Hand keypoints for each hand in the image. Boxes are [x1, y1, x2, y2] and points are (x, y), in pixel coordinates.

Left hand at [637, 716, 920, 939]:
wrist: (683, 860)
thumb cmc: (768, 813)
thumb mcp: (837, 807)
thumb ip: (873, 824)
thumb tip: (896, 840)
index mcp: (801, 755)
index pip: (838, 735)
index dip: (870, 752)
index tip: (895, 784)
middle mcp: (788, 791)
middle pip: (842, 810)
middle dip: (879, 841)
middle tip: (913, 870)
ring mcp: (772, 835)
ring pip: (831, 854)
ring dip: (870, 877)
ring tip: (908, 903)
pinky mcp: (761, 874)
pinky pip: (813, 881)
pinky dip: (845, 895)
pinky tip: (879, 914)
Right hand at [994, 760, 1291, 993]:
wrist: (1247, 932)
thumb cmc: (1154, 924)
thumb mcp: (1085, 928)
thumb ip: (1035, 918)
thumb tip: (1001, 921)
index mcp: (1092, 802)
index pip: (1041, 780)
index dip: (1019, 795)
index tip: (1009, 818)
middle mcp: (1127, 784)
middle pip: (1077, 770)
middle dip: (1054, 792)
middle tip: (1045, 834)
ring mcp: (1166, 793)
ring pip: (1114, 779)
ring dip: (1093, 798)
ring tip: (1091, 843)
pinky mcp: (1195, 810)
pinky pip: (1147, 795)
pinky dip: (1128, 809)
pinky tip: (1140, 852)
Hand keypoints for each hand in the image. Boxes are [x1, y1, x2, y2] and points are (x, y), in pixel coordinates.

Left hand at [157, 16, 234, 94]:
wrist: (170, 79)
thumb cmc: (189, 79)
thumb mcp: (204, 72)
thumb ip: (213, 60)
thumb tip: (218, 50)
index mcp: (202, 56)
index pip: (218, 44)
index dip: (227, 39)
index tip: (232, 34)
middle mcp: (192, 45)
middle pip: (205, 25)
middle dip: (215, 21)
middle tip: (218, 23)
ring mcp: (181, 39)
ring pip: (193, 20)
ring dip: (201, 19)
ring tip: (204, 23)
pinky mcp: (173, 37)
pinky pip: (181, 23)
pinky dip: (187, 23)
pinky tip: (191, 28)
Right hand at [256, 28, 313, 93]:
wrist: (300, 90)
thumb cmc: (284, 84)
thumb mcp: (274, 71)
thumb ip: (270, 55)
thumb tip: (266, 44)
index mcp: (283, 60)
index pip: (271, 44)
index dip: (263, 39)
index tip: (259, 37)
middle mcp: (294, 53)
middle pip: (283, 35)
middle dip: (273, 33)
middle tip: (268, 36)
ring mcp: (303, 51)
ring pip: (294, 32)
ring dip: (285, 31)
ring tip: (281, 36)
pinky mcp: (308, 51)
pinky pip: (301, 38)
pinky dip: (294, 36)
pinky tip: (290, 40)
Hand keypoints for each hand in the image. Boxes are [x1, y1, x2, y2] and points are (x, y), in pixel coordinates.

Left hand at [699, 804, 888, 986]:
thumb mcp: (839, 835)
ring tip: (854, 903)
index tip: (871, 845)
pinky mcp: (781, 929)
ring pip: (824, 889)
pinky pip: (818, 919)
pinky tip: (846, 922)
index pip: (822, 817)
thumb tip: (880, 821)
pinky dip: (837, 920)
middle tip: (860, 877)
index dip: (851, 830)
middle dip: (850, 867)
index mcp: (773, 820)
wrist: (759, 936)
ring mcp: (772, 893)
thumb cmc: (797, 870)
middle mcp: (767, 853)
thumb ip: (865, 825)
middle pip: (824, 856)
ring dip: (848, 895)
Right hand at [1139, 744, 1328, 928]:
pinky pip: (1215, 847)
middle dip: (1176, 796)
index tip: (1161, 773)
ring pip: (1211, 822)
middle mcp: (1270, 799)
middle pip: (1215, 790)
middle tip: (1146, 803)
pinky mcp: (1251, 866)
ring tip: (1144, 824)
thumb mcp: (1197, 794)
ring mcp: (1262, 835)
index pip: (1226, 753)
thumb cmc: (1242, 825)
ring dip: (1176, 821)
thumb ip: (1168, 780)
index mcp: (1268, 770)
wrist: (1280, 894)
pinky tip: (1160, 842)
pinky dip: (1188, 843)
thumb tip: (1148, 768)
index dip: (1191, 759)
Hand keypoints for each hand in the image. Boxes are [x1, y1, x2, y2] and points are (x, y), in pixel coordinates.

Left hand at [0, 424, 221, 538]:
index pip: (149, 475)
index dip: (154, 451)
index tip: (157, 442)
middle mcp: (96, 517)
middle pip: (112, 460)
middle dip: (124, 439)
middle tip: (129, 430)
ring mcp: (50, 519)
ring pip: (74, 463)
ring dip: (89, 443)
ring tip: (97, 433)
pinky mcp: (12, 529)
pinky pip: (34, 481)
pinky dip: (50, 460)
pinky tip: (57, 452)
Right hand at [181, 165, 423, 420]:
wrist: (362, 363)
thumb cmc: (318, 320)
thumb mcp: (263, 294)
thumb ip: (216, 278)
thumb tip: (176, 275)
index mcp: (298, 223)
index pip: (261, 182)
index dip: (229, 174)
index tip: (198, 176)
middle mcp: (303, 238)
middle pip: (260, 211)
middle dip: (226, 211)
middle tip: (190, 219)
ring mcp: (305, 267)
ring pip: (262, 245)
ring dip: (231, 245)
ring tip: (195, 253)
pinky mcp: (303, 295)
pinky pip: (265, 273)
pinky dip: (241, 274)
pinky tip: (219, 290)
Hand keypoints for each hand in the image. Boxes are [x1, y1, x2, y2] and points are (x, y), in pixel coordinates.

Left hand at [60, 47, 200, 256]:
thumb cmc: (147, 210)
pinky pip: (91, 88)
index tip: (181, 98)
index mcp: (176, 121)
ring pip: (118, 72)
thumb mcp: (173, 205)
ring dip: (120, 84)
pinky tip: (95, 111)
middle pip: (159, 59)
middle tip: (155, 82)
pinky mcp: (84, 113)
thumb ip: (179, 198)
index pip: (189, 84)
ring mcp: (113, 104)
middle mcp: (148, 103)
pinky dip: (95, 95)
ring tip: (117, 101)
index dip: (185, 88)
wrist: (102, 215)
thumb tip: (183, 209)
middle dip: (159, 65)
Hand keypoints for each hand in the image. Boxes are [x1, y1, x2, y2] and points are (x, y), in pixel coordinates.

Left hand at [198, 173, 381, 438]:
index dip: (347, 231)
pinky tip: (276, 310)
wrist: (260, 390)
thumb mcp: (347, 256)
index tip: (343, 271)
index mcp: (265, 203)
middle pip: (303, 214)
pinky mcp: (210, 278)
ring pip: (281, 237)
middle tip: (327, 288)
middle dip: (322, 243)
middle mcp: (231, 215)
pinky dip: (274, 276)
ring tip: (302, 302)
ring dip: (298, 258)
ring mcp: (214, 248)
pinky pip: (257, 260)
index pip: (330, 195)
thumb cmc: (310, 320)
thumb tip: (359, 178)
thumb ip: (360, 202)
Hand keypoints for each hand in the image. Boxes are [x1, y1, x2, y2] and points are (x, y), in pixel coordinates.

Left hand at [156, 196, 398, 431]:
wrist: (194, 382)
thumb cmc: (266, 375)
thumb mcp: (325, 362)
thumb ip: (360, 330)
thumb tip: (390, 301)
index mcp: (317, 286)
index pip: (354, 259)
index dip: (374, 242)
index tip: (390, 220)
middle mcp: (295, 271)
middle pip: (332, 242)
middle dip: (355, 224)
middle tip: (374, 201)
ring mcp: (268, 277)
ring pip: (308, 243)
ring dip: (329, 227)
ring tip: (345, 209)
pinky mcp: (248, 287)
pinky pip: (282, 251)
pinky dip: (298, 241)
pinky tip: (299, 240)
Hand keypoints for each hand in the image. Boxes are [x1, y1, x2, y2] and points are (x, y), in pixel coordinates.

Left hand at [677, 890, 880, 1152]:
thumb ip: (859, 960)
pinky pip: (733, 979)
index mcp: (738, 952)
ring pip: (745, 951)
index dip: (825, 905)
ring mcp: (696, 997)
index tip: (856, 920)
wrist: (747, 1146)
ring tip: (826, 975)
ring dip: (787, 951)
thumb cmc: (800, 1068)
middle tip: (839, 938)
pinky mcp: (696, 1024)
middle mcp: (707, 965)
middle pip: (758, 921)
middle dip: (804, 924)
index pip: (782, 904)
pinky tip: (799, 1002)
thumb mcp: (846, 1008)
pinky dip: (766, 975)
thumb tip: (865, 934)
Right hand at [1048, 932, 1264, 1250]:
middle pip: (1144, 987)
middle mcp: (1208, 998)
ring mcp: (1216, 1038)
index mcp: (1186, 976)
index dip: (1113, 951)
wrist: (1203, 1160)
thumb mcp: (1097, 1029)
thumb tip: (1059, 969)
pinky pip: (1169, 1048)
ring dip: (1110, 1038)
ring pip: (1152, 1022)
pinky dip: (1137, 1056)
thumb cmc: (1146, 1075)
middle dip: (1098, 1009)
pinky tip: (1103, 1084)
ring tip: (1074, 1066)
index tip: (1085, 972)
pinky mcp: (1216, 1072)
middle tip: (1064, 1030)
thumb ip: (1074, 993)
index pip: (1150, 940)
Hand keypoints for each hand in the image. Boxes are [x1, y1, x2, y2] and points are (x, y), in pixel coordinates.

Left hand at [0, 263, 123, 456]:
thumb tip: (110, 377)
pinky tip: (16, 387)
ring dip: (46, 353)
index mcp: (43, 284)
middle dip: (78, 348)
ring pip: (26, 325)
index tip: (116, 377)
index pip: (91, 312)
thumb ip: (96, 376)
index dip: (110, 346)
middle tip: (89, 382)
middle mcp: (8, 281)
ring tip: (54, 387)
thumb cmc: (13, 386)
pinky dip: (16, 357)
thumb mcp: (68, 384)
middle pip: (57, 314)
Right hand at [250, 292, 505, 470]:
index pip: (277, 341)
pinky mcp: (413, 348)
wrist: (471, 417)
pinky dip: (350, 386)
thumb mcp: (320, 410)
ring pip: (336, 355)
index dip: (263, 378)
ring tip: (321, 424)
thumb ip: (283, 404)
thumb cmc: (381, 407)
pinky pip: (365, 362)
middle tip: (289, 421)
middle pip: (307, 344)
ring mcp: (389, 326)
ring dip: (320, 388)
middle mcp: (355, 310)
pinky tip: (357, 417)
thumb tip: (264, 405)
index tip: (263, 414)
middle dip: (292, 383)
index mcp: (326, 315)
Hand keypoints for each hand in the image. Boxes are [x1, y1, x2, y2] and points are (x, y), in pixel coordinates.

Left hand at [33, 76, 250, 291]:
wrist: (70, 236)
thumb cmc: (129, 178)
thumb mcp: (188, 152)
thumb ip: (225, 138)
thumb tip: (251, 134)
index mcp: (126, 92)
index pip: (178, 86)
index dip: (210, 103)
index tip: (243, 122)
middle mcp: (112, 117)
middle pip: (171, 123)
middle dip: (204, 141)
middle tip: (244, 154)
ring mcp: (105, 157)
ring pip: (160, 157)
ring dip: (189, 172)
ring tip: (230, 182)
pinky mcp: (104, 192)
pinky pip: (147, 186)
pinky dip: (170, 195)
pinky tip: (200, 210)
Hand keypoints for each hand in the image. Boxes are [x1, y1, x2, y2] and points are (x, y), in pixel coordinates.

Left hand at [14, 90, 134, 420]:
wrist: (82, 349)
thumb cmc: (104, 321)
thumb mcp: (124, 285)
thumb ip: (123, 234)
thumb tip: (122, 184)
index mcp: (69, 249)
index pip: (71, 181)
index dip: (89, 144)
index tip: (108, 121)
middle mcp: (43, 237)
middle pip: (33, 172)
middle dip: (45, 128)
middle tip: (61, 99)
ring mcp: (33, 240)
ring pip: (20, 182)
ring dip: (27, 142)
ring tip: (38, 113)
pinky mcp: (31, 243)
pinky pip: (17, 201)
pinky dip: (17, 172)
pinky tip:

→ Task to complete:
The expected reply is a number only, the tally of lines in the data where the word "Right" is found.

→ Written answer:
6